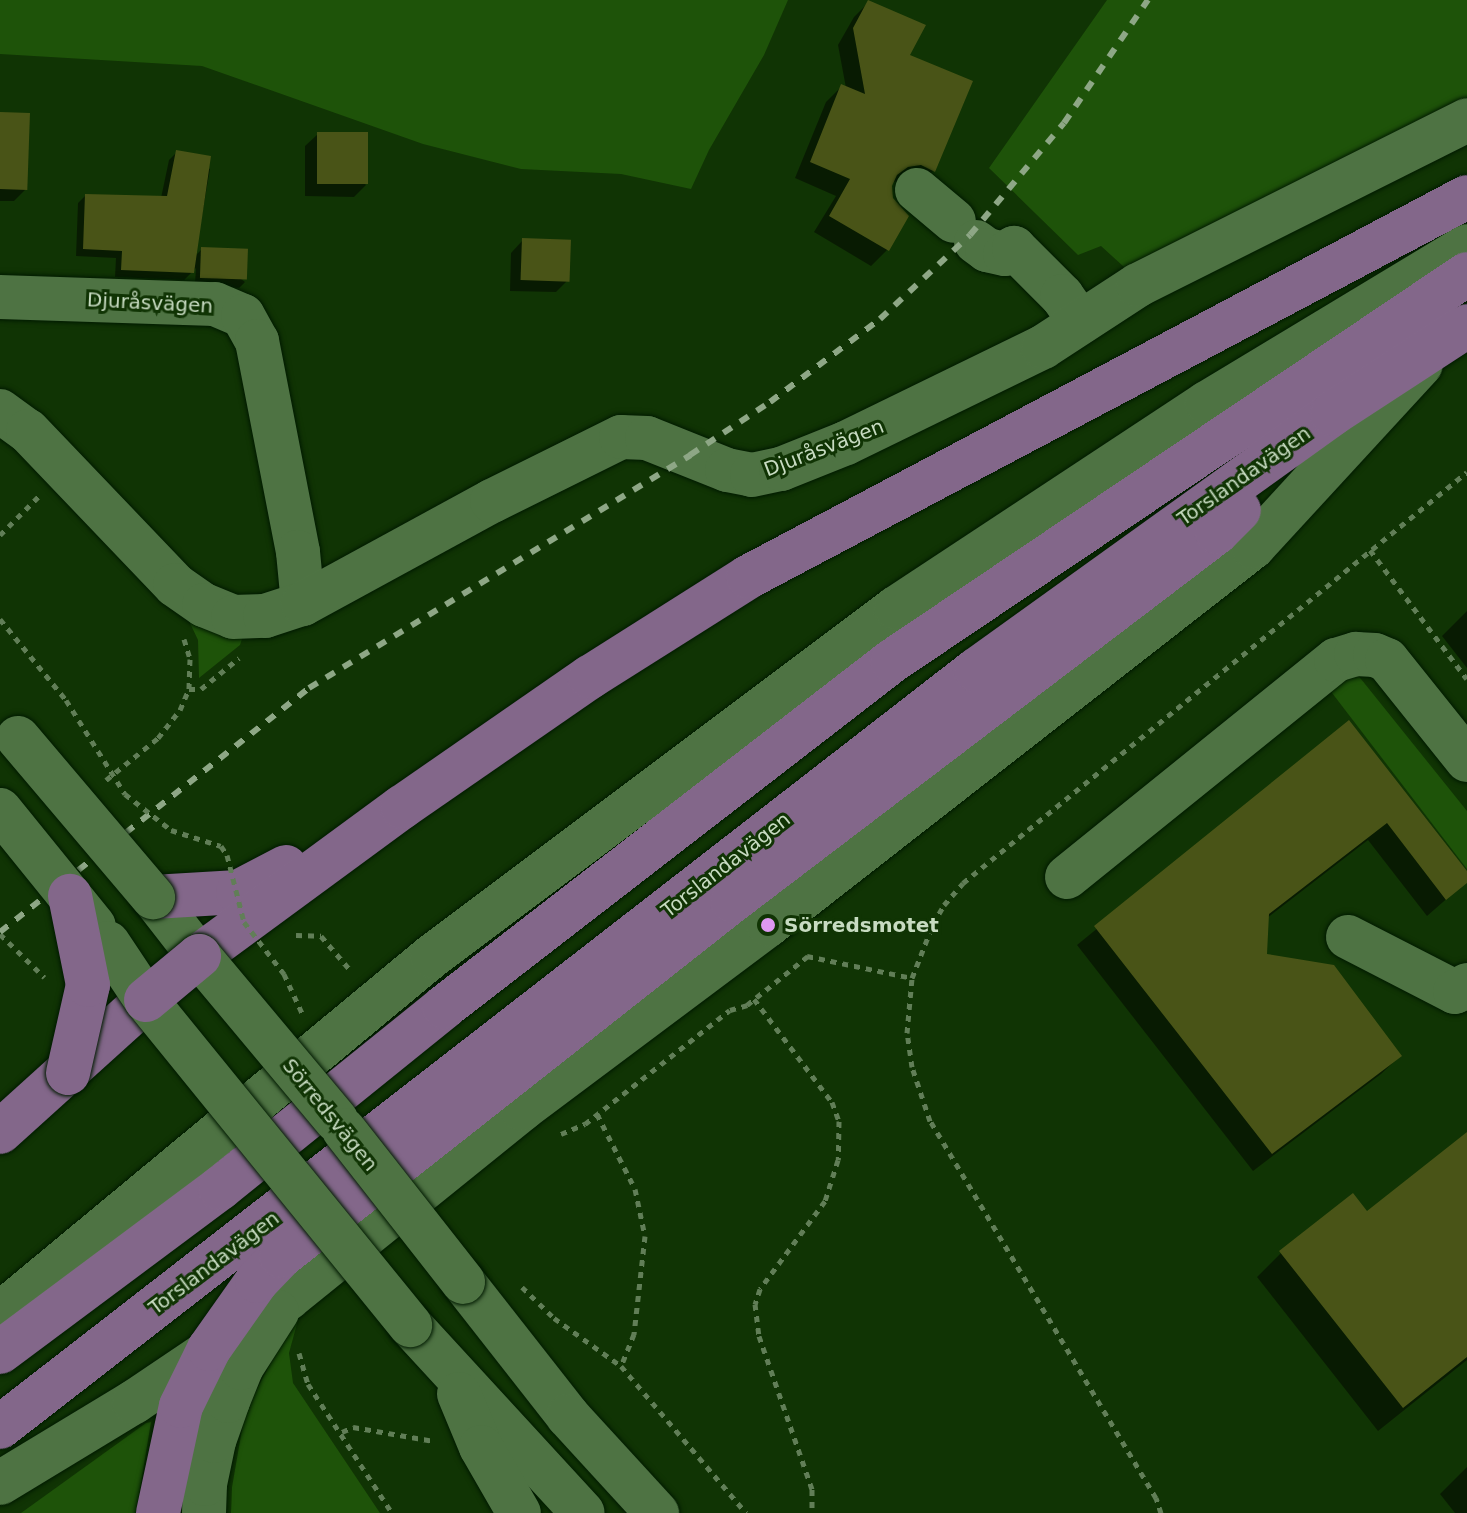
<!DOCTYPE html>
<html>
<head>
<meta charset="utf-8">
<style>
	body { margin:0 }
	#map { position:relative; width:1467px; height:1513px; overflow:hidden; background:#103404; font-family:"DejaVu Sans",sans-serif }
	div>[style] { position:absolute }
	.green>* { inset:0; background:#1e5309 }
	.shadow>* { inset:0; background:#0007 }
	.building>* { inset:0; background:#495417; transform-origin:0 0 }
	.path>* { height:5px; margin-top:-2.5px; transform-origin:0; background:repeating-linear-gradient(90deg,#617e57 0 6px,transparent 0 12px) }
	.roads { filter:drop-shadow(0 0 2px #011a00) drop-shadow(0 0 2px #011a00) }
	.minor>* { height:44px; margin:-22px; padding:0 22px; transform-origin:22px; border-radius:22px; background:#4e7343 }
	.major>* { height:44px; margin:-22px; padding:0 22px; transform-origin:22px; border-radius:22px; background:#83678a }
	.rail>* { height:6px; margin-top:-3px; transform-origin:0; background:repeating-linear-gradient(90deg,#8ea786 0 10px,transparent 0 20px) }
	.path-bridge>* { height:5px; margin-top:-2.5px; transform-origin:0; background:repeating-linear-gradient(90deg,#617e57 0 6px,transparent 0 12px) }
	.bridges { filter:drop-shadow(0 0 2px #011a00) drop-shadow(0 0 2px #011a00) }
	.minor-bridge>* { height:44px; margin:-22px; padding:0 22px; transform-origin:22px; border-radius:22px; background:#4e7343 }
	.major-bridge>* { height:44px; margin:-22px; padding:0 22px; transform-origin:22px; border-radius:22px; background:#83678a }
	.dots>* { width:22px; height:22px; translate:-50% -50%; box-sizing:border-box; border:4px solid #103404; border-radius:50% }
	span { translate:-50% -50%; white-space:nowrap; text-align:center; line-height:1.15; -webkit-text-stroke:6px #103404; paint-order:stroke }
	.street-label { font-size:20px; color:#c7dbc1 }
	.poi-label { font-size:20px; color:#c7dbc1; font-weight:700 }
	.left { translate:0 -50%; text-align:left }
</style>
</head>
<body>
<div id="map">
	<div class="green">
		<i style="clip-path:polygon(0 0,788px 0,764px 55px,709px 150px,691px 189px,621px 174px,521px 169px,423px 144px,202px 66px,0 54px)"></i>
		<i style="clip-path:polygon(1107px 0,1467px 0,1467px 137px,1157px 297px,1101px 246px,1078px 255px,989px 168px)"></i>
		<i style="clip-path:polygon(189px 621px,243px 636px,240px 645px,199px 678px,198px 640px)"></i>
		<i style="clip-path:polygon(1357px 674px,1467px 811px,1467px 869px,1329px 689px)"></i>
		<i style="clip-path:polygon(298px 1320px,289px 1353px,293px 1383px,380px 1513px,231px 1513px,232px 1487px,245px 1412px,290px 1326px)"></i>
		<i style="clip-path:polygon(151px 1422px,136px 1513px,21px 1513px,146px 1423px)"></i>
	</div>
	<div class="shadow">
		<i style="clip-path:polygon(870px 1px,907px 56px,971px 82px,933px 171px,917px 187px,904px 180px,892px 182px,891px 199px,907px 216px,887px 250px,871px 266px,814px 232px,836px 196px,795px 178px,826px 102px,842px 86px,846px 88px,838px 45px,854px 17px)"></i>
		<i style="clip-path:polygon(0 114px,26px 189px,14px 201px,0 201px)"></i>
		<i style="clip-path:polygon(318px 134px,366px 185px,354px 197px,305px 196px,305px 146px)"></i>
		<i style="clip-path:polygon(177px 152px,210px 169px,195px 256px,202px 249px,245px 282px,239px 288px,195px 283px,196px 268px,184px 280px,115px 277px,116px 258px,76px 256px,78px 203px,85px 196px,161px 198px,169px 160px)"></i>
		<i style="clip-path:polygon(523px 240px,568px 280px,556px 292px,510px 291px,511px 253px)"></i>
		<i style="clip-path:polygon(1467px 611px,1467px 668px,1442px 636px)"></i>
		<i style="clip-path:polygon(1349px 723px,1467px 875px,1467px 881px,1427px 916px,1368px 840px,1267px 918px,1265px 956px,1400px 1056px,1381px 1074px,1253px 1171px,1077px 945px)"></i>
		<i style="clip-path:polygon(1467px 1135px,1467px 1360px,1378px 1431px,1257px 1277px,1281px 1253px,1367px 1214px)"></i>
		<i style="clip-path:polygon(1467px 1467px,1467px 1513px,1455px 1513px,1440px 1494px)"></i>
	</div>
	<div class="building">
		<i style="clip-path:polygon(868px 0,926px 25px,910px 55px,973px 81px,935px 172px,921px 165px,908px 167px,897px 175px,892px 186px,893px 198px,909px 216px,889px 251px,829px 216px,850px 179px,810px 162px,841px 84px,865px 94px,853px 28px)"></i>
		<i style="left:0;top:112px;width:30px;height:77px;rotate:2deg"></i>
		<i style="left:317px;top:132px;width:51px;height:52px"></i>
		<i style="clip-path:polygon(176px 150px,211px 156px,194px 273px,121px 270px,122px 251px,83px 249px,85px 194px,167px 196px)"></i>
		<i style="left:522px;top:238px;width:49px;height:42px;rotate:2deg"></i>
		<i style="left:201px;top:247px;width:47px;height:31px;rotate:2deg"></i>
		<i style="clip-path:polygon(1349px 720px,1467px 871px,1467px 883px,1446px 900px,1387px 823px,1269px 914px,1267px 954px,1334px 965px,1402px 1056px,1272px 1154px,1094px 926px)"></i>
		<i style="clip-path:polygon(1467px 1132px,1467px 1357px,1403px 1408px,1279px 1251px,1353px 1193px,1367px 1211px)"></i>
	</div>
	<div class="path">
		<i style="left:0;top:535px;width:55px;rotate:-45deg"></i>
		<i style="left:1370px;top:550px;width:161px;rotate:53.1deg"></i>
		<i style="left:0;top:619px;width:104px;rotate:50.8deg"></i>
		<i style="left:184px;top:639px;width:21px;rotate:73deg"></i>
		<i style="left:190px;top:659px;width:30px;rotate:92deg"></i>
		<i style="left:106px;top:780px;width:67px;rotate:-38.9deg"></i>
		<i style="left:158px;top:738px;width:36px;rotate:-52deg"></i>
		<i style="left:180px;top:710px;width:23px;rotate:-67deg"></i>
		<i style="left:189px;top:689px;width:12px"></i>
		<i style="left:201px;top:689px;width:49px;rotate:-39.2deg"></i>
		<i style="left:0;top:934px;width:62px;rotate:44.3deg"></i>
		<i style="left:296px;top:935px;width:25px;rotate:2deg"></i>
		<i style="left:321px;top:936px;width:46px;rotate:49.4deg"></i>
		<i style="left:807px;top:956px;width:107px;rotate:11.8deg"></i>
		<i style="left:754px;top:999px;width:129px;rotate:52.9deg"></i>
		<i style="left:832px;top:1102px;width:20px;rotate:70deg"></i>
		<i style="left:839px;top:1121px;width:39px;rotate:91deg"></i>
		<i style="left:838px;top:1160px;width:43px;rotate:107.6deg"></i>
		<i style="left:825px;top:1201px;width:109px;rotate:126.5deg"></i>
		<i style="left:760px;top:1289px;width:16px;rotate:108deg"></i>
		<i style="left:755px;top:1304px;width:32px;rotate:83deg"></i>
		<i style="left:759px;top:1336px;width:162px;rotate:70.9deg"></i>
		<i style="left:812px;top:1489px;width:24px;rotate:90deg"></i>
		<i style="left:597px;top:1114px;width:84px;rotate:63.1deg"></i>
		<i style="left:635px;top:1189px;width:48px;rotate:78deg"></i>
		<i style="left:645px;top:1236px;width:99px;rotate:96.4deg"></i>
		<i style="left:634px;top:1334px;width:35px;rotate:112deg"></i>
		<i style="left:561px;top:1134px;width:26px;rotate:-23deg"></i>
		<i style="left:585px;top:1124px;width:184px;rotate:-38.2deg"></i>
		<i style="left:730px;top:1010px;width:18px;rotate:-16deg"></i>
		<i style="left:747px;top:1005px;width:78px;rotate:-38.8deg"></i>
		<i style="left:522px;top:1287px;width:45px;rotate:44.1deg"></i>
		<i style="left:554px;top:1318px;width:82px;rotate:35.6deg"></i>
		<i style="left:621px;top:1366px;width:193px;rotate:49.6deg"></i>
		<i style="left:299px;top:1353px;width:32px;rotate:74deg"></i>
		<i style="left:308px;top:1384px;width:154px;rotate:56.9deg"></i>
		<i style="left:342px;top:1432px;width:12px;rotate:-24deg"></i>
		<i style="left:353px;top:1427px;width:82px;rotate:9.8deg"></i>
		<i style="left:1161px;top:1513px;width:16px;rotate:-108deg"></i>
		<i style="left:1156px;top:1498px;width:440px;rotate:-120.9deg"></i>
		<i style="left:930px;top:1121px;width:57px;rotate:-108.4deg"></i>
		<i style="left:912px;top:1067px;width:34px;rotate:-98deg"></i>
		<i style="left:907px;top:1033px;width:55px;rotate:-84.8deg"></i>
		<i style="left:912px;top:978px;width:58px;rotate:-68.7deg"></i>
		<i style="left:933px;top:924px;width:22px;rotate:-60deg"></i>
		<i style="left:944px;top:905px;width:29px;rotate:-49deg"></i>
		<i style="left:963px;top:883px;width:650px;rotate:-39.2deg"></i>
	</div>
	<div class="roads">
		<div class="minor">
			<i style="left:917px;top:190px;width:48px;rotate:40deg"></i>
			<i style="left:976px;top:242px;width:14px;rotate:36deg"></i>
			<i style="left:987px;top:250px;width:18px;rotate:13deg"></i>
			<i style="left:1005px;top:254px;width:11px;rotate:-34deg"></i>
			<i style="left:1014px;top:248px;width:68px;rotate:45deg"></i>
			<i style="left:1062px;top:296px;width:32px;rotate:55deg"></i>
			<i style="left:0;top:297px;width:215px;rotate:1.9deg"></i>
			<i style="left:215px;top:304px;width:30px;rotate:23deg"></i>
			<i style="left:243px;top:316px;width:29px;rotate:61deg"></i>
			<i style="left:257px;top:341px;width:215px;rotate:79deg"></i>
			<i style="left:298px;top:552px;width:52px;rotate:84.5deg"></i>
			<i style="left:0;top:411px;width:34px;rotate:36deg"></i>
			<i style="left:28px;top:431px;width:213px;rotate:46.3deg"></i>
			<i style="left:175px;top:585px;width:35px;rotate:35deg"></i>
			<i style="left:204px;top:605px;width:31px;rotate:22deg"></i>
			<i style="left:233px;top:617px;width:32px;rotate:-2deg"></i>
			<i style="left:265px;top:616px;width:40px;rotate:-18deg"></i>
			<i style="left:303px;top:604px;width:215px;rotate:-28.6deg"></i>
			<i style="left:492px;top:501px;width:144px;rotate:-26.4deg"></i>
			<i style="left:621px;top:437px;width:26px;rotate:2deg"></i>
			<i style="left:647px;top:438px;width:86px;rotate:21.8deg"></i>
			<i style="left:727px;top:470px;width:25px;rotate:11deg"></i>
			<i style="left:752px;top:475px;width:30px;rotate:-12deg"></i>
			<i style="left:781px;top:469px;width:70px;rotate:-21.8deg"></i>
			<i style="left:846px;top:443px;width:219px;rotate:-26deg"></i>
			<i style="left:1043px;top:347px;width:113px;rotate:-33.1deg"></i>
			<i style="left:1138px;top:285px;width:368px;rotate:-26.6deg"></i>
			<i style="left:1067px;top:877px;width:346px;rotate:-38.9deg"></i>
			<i style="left:1336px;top:660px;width:21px;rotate:-17deg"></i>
			<i style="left:1356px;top:654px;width:19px;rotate:3deg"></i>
			<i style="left:1375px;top:655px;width:13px;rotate:23deg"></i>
			<i style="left:1387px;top:660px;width:128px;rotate:51.3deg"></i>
			<i style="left:153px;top:897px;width:75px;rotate:52.1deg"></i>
			<i style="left:1348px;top:937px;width:120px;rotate:27.2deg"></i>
			<i style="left:1455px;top:992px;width:14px;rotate:-30deg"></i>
			<i style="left:463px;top:1282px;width:170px;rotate:51.9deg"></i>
			<i style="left:568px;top:1416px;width:132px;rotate:47.5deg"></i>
			<i style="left:0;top:1314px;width:561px;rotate:-39.65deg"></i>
			<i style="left:432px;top:956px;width:580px;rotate:-36.87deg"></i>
			<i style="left:896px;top:608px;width:372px;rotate:-33.4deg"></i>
			<i style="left:1207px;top:403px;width:304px;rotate:-31.1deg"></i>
			<i style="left:410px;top:1325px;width:255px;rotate:47.4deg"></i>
			<i style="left:459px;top:1394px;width:57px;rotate:67.5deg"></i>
			<i style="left:481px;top:1447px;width:76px;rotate:60.1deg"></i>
			<i style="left:0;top:1483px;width:157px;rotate:-31.2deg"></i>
			<i style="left:134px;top:1402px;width:186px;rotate:-34deg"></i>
			<i style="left:288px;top:1298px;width:301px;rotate:-38.9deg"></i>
			<i style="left:522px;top:1109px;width:307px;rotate:-36.8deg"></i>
			<i style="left:768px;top:925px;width:615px;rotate:-37.93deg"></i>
			<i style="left:1253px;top:547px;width:248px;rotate:-47.4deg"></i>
			<i style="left:204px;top:1513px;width:29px;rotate:-88deg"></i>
			<i style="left:205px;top:1484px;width:44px;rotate:-78.2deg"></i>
			<i style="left:214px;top:1441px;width:42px;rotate:-70.7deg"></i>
			<i style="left:228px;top:1401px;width:35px;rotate:-68deg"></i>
			<i style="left:241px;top:1368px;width:67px;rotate:-57.3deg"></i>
		</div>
		<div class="major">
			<i style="left:153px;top:897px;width:85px;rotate:-3.4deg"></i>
			<i style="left:238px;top:892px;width:54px;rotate:-27.5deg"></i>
			<i style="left:199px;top:956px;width:252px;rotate:-36.3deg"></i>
			<i style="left:402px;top:807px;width:229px;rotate:-34.7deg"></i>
			<i style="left:590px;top:677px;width:187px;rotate:-32.3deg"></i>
			<i style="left:748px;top:577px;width:813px;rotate:-27.86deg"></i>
			<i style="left:0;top:1132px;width:197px;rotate:-42.1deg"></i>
			<i style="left:0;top:1352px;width:274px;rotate:-36.7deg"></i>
			<i style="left:220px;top:1188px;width:288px;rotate:-38.9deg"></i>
			<i style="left:444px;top:1007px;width:566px;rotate:-37.68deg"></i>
			<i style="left:892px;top:661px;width:693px;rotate:-33.94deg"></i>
			<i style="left:0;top:1427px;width:1235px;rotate:-37.8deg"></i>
			<i style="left:976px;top:670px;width:438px;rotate:-35.7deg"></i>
			<i style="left:1332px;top:414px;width:161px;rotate:-33.1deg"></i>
			<i style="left:158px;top:1513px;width:109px;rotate:-77.9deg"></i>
			<i style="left:181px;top:1406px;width:64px;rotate:-63.8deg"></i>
			<i style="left:209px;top:1349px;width:83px;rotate:-54.8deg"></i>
			<i style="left:257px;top:1281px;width:35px;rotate:-46deg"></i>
			<i style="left:281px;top:1256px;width:574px;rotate:-38.21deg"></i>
			<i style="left:732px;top:901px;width:609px;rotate:-37.26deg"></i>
			<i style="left:1217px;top:532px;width:31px;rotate:-45deg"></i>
		</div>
	</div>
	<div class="rail">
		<i style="left:0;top:932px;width:394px;rotate:-38.3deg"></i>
		<i style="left:309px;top:688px;width:447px;rotate:-31.4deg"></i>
		<i style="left:690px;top:455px;width:96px;rotate:-33.5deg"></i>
		<i style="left:770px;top:402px;width:138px;rotate:-37deg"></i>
		<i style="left:880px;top:319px;width:123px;rotate:-43deg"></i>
		<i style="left:970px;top:235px;width:146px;rotate:-50deg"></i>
		<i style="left:1064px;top:123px;width:149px;rotate:-55.7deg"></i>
	</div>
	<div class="path-bridge">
		<i style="left:66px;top:700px;width:111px;rotate:57.9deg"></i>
		<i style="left:125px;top:794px;width:58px;rotate:38deg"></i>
		<i style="left:171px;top:830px;width:52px;rotate:17.7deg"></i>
		<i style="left:221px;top:846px;width:11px;rotate:56deg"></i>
		<i style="left:227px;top:855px;width:69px;rotate:75.8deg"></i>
		<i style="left:244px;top:922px;width:66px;rotate:52.4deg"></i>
		<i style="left:284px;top:974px;width:43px;rotate:65.2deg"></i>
	</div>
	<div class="bridges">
		<div class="minor-bridge">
			<i style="left:18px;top:738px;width:209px;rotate:49.7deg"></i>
			<i style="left:0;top:810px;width:149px;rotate:51deg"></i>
			<i style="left:108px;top:943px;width:69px;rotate:56.3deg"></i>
			<i style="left:146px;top:1000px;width:419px;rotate:50.9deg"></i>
			<i style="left:199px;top:956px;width:214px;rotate:50.1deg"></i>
			<i style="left:344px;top:1130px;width:193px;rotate:51.9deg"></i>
		</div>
		<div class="major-bridge">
			<i style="left:146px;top:1000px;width:69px;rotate:-39.7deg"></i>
			<i style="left:68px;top:1073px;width:90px;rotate:-77.2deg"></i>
			<i style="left:88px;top:985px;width:91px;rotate:-101.4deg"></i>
		</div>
	</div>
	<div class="dots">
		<i style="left:768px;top:925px;background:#df98f2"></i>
	</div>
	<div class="street-label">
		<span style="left:150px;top:303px;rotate:3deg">Djuråsvägen</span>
		<span style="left:824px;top:448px;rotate:-21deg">Djuråsvägen</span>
		<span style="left:1244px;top:476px;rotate:-35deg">Torslandavägen</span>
		<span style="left:726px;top:865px;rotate:-38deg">Torslandavägen</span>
		<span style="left:330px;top:1115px;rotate:51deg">Sörredsvägen</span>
		<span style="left:214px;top:1263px;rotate:-37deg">Torslandavägen</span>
	</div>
	<div class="poi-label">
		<span class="left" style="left:784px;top:925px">Sörredsmotet</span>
	</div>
</div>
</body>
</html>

───

PROBLEM DETAILS
Both the first line of the records above and the line containing "translate:-50% -50%; white-space:nowrap;" belong in the copy; please return them and every line between, exactly, minus the pictures.

WRITTEN SOLUTION
<!DOCTYPE html>
<html>
<head>
<meta charset="utf-8">
<style>
	body { margin:0 }
	#map { position:relative; width:1467px; height:1513px; overflow:hidden; background:#103404; font-family:"DejaVu Sans",sans-serif }
	div>[style] { position:absolute }
	.green>* { inset:0; background:#1e5309 }
	.shadow>* { inset:0; background:#0007 }
	.building>* { inset:0; background:#495417; transform-origin:0 0 }
	.path>* { height:5px; margin-top:-2.5px; transform-origin:0; background:repeating-linear-gradient(90deg,#617e57 0 6px,transparent 0 12px) }
	.roads { filter:drop-shadow(0 0 2px #011a00) drop-shadow(0 0 2px #011a00) }
	.minor>* { height:44px; margin:-22px; padding:0 22px; transform-origin:22px; border-radius:22px; background:#4e7343 }
	.major>* { height:44px; margin:-22px; padding:0 22px; transform-origin:22px; border-radius:22px; background:#83678a }
	.rail>* { height:6px; margin-top:-3px; transform-origin:0; background:repeating-linear-gradient(90deg,#8ea786 0 10px,transparent 0 20px) }
	.path-bridge>* { height:5px; margin-top:-2.5px; transform-origin:0; background:repeating-linear-gradient(90deg,#617e57 0 6px,transparent 0 12px) }
	.bridges { filter:drop-shadow(0 0 2px #011a00) drop-shadow(0 0 2px #011a00) }
	.minor-bridge>* { height:44px; margin:-22px; padding:0 22px; transform-origin:22px; border-radius:22px; background:#4e7343 }
	.major-bridge>* { height:44px; margin:-22px; padding:0 22px; transform-origin:22px; border-radius:22px; background:#83678a }
	.dots>* { width:22px; height:22px; translate:-50% -50%; box-sizing:border-box; border:4px solid #103404; border-radius:50% }
	span { translate:-50% -50%; white-space:nowrap; text-align:center; line-height:1.15; -webkit-text-stroke:6px #103404; paint-order:stroke }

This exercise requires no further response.